ASSIGNED TASK – Every line of the entries below that includes "first" belongs in the answer, copied as written.

*** Opening MATERIAL SUPPLIED ***

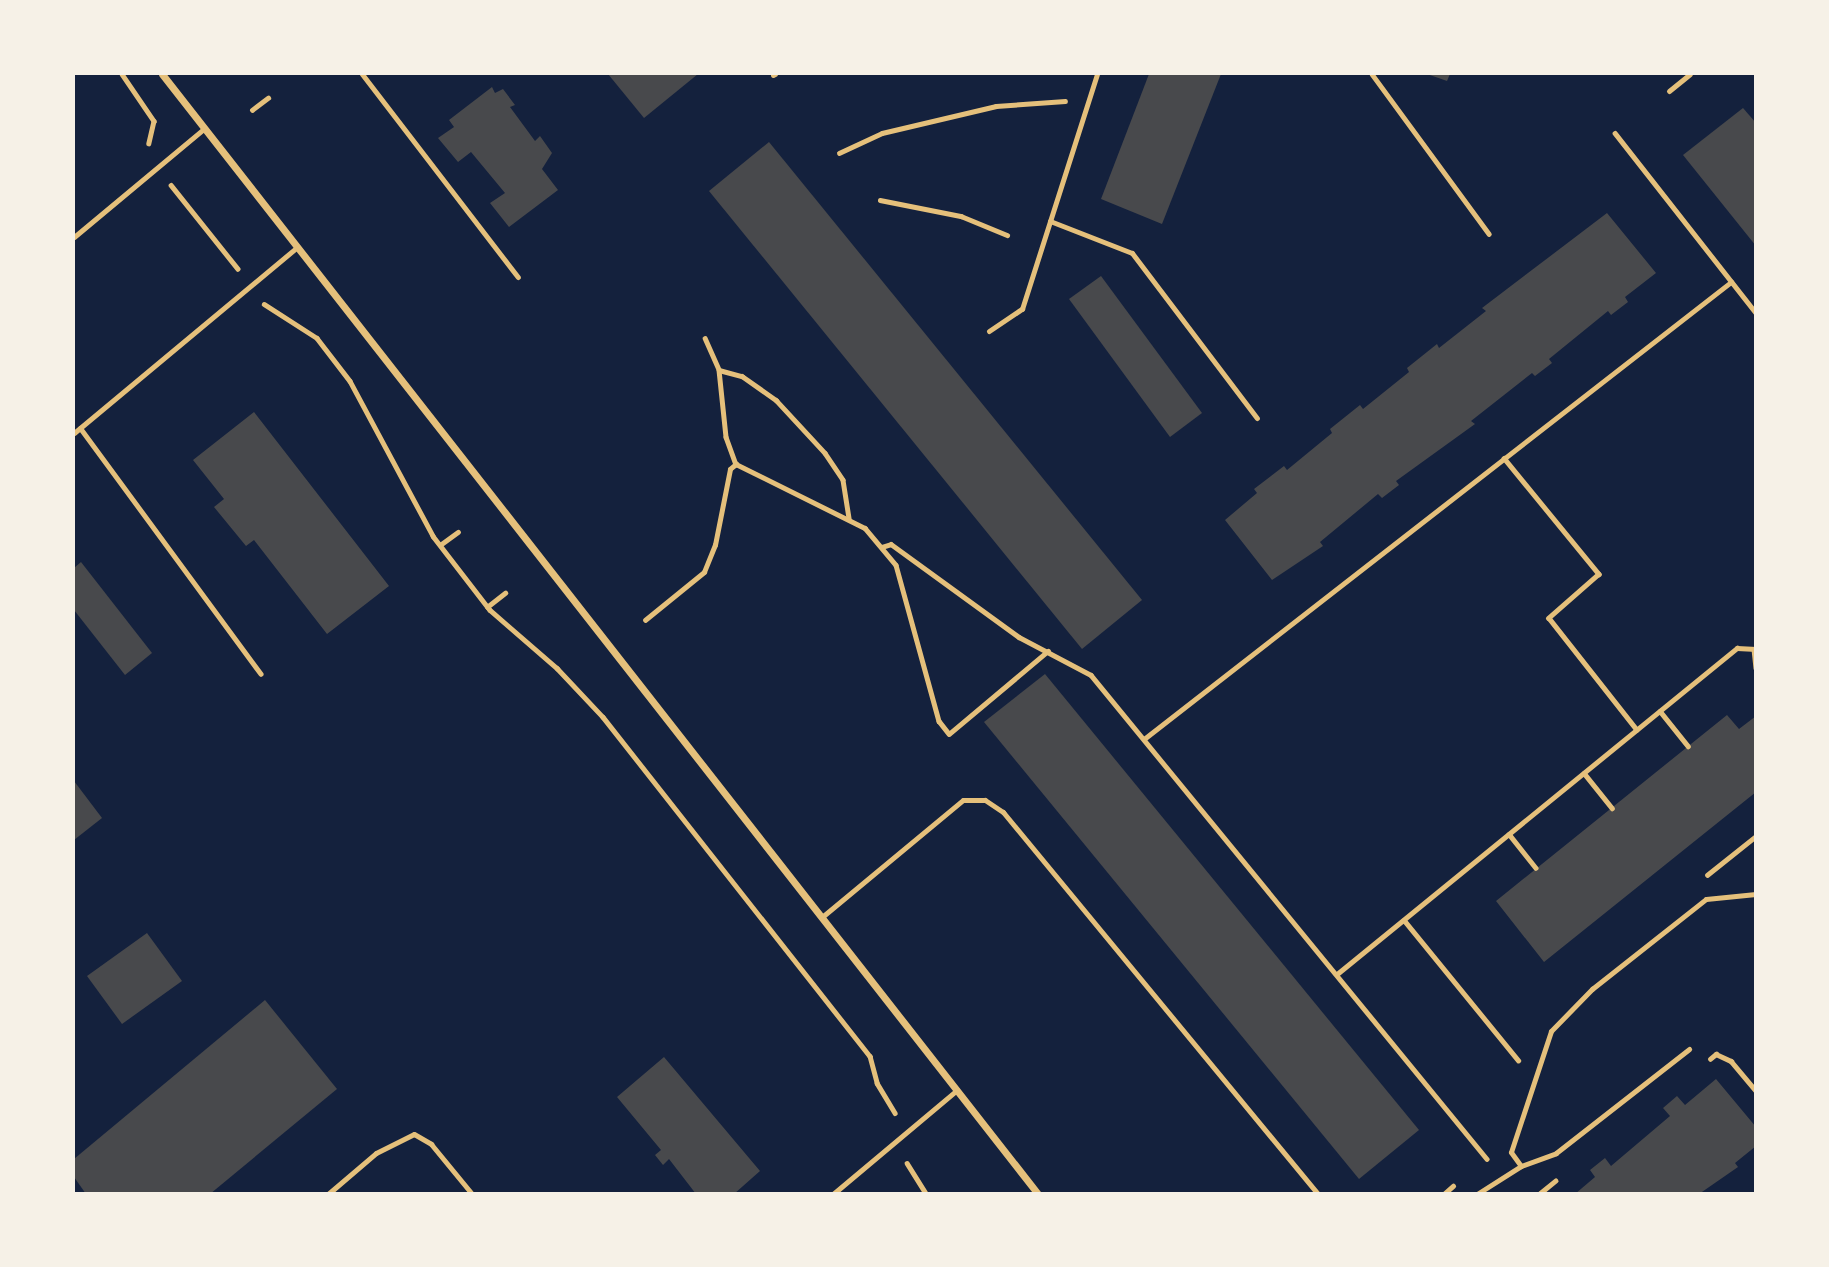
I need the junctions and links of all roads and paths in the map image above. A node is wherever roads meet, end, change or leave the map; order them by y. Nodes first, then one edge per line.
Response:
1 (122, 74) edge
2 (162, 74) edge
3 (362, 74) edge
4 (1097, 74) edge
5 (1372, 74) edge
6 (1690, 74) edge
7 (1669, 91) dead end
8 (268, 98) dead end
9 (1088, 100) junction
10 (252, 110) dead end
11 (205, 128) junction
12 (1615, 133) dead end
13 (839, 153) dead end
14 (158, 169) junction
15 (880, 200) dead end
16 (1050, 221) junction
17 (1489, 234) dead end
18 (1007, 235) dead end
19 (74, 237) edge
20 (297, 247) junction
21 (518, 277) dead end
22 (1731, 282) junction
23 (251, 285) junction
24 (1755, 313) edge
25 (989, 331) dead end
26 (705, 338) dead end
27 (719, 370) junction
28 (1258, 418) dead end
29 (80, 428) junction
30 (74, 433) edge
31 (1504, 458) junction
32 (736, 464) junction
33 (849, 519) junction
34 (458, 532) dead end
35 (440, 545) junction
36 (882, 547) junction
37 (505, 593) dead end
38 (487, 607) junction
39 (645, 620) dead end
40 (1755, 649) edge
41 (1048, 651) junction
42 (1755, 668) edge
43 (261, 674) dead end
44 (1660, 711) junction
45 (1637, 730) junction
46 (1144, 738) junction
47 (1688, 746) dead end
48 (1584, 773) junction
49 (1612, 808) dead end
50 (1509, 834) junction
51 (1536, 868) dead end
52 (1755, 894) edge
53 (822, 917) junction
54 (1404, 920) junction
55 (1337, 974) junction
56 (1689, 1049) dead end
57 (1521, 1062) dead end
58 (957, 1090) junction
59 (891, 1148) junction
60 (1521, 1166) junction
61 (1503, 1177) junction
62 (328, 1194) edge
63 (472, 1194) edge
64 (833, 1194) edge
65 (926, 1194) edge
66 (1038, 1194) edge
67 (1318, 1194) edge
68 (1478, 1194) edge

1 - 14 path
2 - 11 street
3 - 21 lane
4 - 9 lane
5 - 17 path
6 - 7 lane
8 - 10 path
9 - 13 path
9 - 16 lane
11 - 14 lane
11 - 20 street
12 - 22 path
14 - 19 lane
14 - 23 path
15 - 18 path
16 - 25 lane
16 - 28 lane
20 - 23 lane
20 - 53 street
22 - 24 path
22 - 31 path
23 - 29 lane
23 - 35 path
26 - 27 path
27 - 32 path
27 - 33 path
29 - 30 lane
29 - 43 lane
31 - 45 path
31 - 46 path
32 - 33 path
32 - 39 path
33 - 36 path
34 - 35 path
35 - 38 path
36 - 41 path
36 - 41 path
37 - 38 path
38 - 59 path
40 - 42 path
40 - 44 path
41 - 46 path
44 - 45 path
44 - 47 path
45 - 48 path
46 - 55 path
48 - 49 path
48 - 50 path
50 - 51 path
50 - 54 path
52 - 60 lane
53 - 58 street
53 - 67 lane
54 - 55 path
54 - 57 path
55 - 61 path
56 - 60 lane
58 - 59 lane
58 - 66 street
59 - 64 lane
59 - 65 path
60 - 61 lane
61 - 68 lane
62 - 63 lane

*** Closing MATERIAL SUPPLIED ***
*** Opening MATERIAL SUPPLIED ***

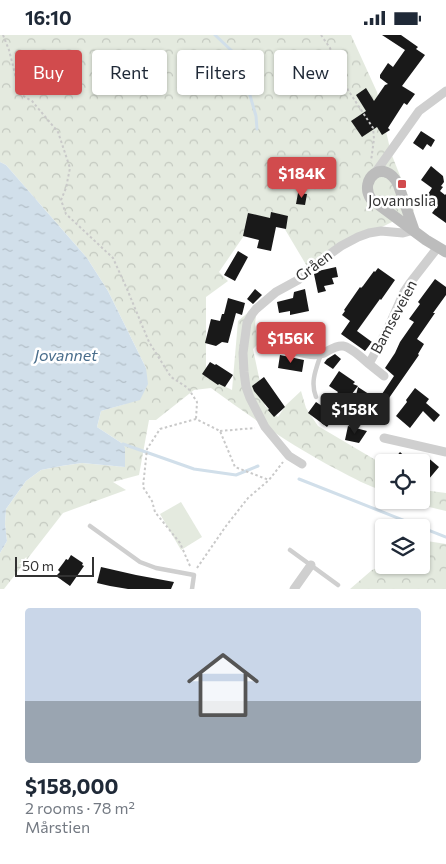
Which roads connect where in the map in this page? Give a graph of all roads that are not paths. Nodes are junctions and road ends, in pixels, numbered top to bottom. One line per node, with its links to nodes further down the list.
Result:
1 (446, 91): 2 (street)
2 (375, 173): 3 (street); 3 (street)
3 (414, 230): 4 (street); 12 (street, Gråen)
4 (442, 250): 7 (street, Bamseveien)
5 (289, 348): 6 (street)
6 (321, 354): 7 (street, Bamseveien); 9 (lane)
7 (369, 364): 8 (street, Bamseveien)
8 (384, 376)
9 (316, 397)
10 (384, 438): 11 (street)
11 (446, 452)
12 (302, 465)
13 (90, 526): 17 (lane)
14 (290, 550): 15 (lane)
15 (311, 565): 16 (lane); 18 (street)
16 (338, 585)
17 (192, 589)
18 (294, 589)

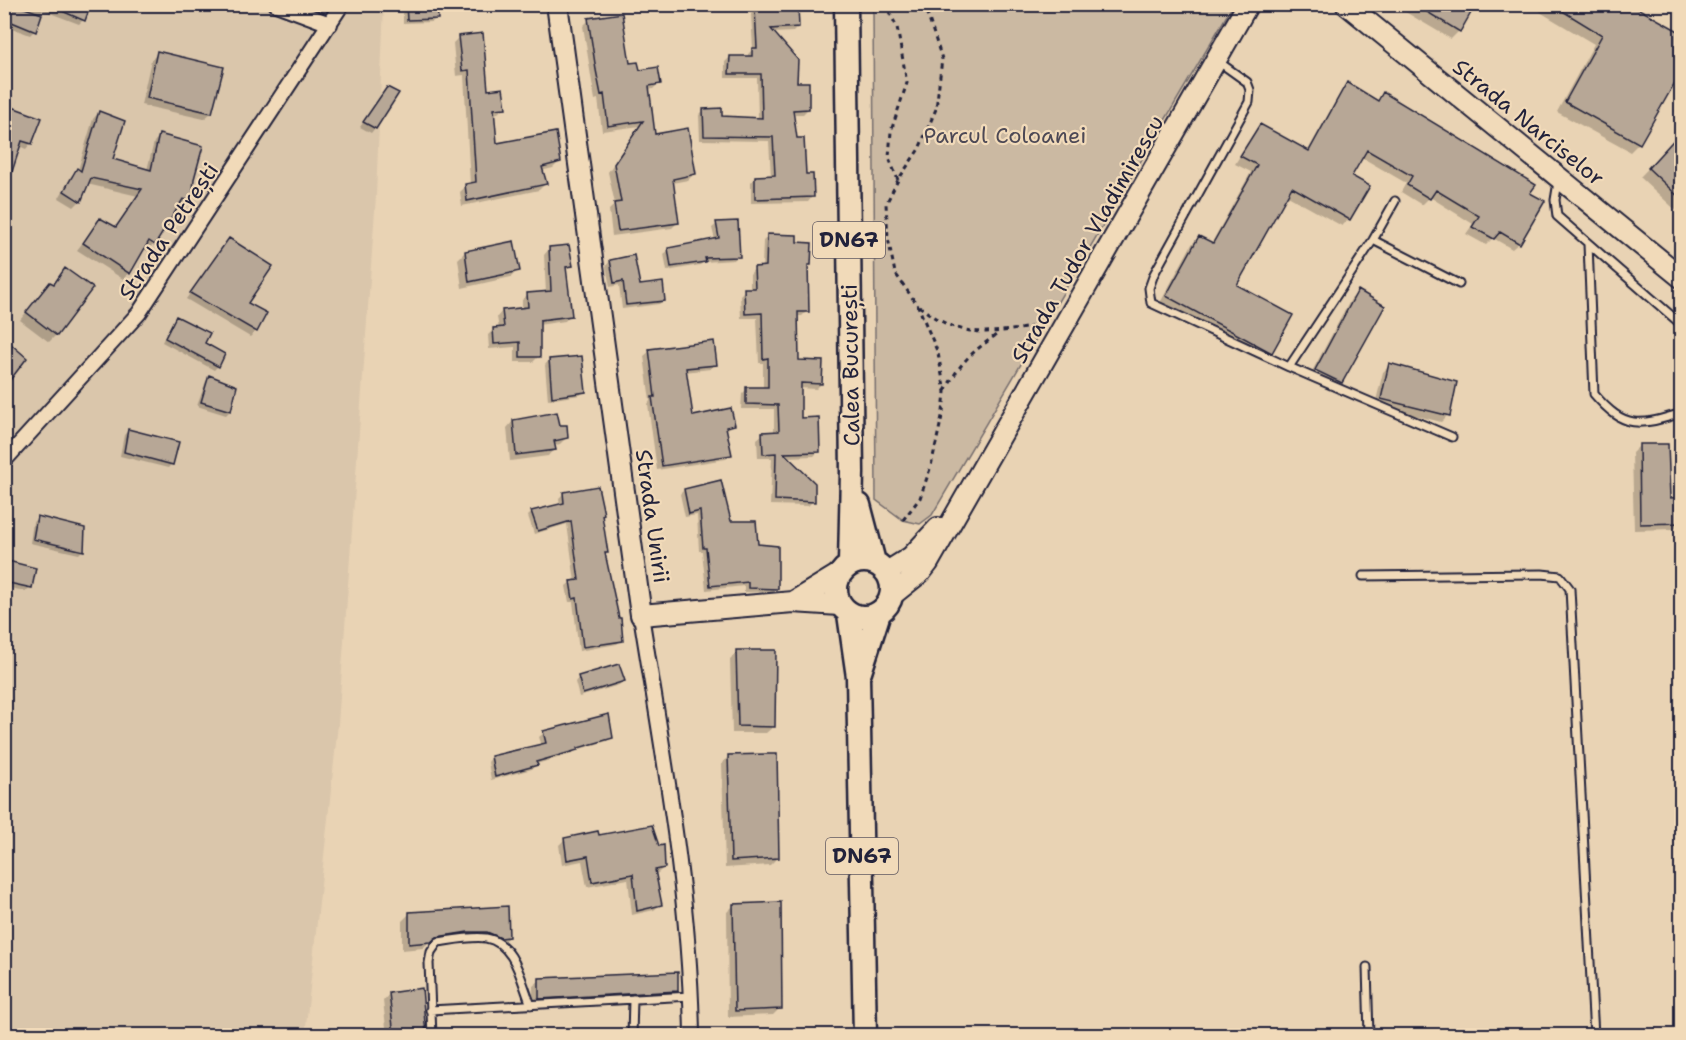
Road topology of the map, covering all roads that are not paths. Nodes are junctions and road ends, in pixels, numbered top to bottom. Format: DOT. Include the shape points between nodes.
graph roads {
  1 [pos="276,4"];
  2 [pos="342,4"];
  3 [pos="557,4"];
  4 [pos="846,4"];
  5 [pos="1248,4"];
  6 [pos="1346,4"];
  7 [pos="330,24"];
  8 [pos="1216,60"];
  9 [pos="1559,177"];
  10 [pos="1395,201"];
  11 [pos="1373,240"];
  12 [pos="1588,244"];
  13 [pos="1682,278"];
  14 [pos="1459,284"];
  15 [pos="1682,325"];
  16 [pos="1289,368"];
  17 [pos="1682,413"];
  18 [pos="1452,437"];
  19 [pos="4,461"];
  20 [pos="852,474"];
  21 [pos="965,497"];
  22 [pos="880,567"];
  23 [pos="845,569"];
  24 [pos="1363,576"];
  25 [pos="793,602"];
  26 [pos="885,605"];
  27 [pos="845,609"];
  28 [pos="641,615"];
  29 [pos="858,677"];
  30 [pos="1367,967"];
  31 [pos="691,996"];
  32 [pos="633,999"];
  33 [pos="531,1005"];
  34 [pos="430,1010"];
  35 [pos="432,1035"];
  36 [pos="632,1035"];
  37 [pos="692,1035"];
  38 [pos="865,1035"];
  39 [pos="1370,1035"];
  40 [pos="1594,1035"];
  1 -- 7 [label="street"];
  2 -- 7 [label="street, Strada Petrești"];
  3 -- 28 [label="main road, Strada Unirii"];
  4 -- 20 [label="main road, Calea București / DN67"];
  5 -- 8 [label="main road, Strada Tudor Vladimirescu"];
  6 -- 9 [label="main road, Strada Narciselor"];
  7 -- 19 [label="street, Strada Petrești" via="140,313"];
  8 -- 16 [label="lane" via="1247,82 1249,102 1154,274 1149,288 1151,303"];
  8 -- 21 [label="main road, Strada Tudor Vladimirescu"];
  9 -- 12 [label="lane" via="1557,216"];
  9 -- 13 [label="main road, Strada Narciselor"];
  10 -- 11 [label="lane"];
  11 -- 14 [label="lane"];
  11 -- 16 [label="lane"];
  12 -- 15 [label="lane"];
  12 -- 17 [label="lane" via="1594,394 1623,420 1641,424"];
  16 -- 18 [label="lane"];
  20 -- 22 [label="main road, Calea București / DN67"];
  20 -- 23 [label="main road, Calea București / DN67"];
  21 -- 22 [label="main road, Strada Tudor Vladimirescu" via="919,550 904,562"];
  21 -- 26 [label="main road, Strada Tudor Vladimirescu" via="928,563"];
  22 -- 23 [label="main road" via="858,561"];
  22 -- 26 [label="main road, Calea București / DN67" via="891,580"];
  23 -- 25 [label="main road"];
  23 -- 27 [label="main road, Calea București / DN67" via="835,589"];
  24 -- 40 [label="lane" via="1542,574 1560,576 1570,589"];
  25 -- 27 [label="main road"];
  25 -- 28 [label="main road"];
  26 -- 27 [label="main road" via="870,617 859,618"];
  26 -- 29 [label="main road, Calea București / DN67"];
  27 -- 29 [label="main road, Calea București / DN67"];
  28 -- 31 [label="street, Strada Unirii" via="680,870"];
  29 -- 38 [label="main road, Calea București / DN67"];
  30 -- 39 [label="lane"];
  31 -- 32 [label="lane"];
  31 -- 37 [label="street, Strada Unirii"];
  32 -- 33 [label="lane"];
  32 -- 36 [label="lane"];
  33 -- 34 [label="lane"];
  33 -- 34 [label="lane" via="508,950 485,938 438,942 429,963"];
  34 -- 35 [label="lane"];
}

*** Closing MATERIAL SUPPLIED ***
*** Opening MATERIAL SUPPLIED ***

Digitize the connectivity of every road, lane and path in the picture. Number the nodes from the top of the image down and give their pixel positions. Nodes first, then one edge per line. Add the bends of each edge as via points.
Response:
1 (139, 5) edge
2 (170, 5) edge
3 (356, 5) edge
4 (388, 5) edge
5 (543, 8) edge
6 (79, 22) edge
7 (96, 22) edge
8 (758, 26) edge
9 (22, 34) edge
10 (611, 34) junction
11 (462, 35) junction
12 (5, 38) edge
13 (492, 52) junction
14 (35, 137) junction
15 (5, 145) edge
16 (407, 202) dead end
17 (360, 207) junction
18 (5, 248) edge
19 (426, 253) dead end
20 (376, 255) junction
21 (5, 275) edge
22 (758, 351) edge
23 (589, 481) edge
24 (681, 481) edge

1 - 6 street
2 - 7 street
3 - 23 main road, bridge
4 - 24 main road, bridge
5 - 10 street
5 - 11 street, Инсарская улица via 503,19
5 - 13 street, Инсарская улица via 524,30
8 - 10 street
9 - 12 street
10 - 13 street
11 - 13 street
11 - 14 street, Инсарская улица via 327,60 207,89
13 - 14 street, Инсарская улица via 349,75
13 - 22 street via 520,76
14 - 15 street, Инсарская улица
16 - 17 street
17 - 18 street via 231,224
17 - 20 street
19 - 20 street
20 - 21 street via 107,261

*** Closing MATERIAL SUPPLIED ***

RESPONSE AREA –
I need the junctions and links of all roads and paths in the map image above. A node is wherever roads meet, end, change or leave the map; order them by y. Nodes first, then one edge per line.
Digitize the connectivity of every road, lane and path in the picture. Number the nodes from the top of the image down and give their pixel positions. Nodes first, then one edge per line. Add the bends of each edge as via points.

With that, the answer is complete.